I was recently challenged by The Lost Planetista, a REAL LIFE ARTIST, to create a Haiku. I had to be reminded of exactly what a Haiku was.
Oh how I long to be the woman who curls up with a book of poetry, a cup of tea and a cat on my lap. Instead I am the woman who hates tea, doesn’t have time to read because she is too busy changing the litter-boxes and honestly, if it is tougher than Shel Silverstein, she probably won’t understand it.
Still, I rose to the challenge and wrote some bad poetry. Now, here is the strange thing – I am addicted. I am thinking in pentameters. I can’t stop counting syllables.
Five – Seven – Five
Five – Seven – Five
“Wait a second, Honey, Mommy is concentrating.”
“Con-cen-trate-ing – Four, it doesn’t fit.”
So, I am issuing a challenge. Write a Haiku, about your kids, your adoption, your New Year’s resolution, your rude neighbors. Anything – write a Haiku about anything.
Post it here.
There will be a prize (randomly drawn because if I can’t WRITE poetry, I certainly can’t JUDGE poetry). But I must receive at least 20 submissions (because I am the Groupon of my own blogging world).
I would love it if you would invite others to participate. I will keep the contest open until Melkam Genna - Ethiopian Christmas, which is celebrated on Saturday, January 7th.
The prize will be a new, hard-cover edition of “This Is A Soul: The Mission of Rick Hodes” by Marilyn Berger. This book is life-changing. It is sooooo good, but your poetry does not have to be.
Did I mention the Haikus don’t have to be good?
To show you just how bad they can be, here are two examples of my brain on Haiku.
December 30, 3 am
By day a small child
By night a restless, snorting
Water Buffalo
Reminder To Self
Still so very young
Stretching her mind, her skills, my
Patience, She is Three
My first blogging contest – and it is poetry. I think 2012 is looking awesome already.





I see a challenge
Stop and hear the poetry
“Mama, I need help!”
Barrenness surrounds
The brown winter is lacking
All I want is snow!
P.S. I love haiku! I can’t wait to follow everyone’s creations.
When I first read this, I thought it said ha-chu-ing (aka, sneezing) and I thought I was in store for more minute details about your upper respiratory ailments
So much to say, ask…
Tie-dye! Cracker origins?
Lovely sentiments.
(Not an efficient means of communication. I love PJ’s shirt (and Little Dude’s). The English crackers on the plates… did they have a nice resounding pop? Ours were duds. I thought your Haiku’s were lovely. Did ya’ know craigslist has a haiku community section? A testament to their addictiveness.)
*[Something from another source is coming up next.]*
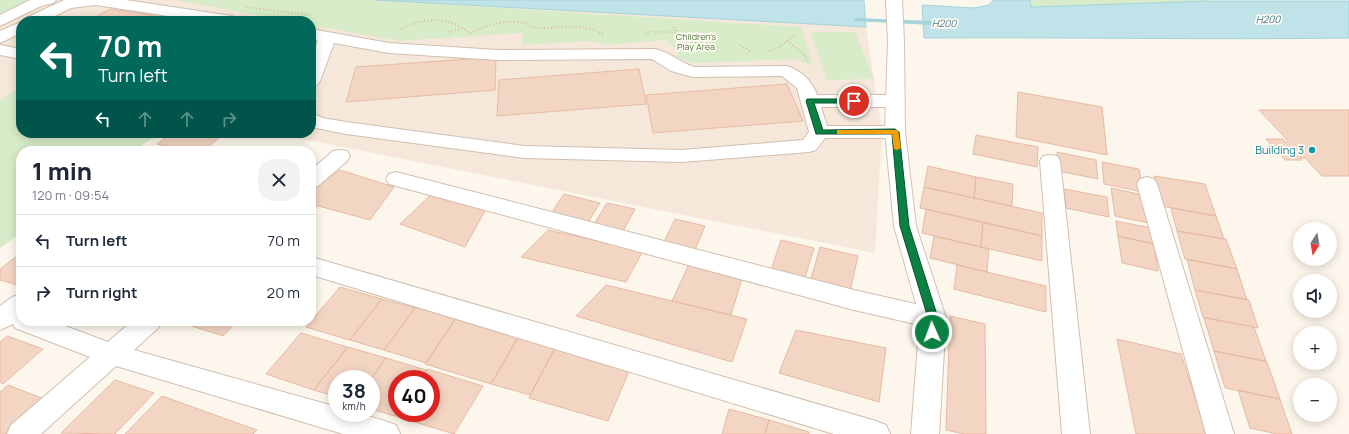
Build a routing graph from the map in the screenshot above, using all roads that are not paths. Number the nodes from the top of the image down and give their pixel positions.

My Dad’s best friend is British – so we always have crackers at Christmas even though we rarely celebrate with him anymore. This years’ kind of sucked. The pully-thingy was glued too tight to the side. By the time we got those unstuck half of them ripped. Then, instead of having toys, they had candy…. Little Dude is a candy addict. We did wear the hats. And, this years’ had the “Personality fish” which are always a hit.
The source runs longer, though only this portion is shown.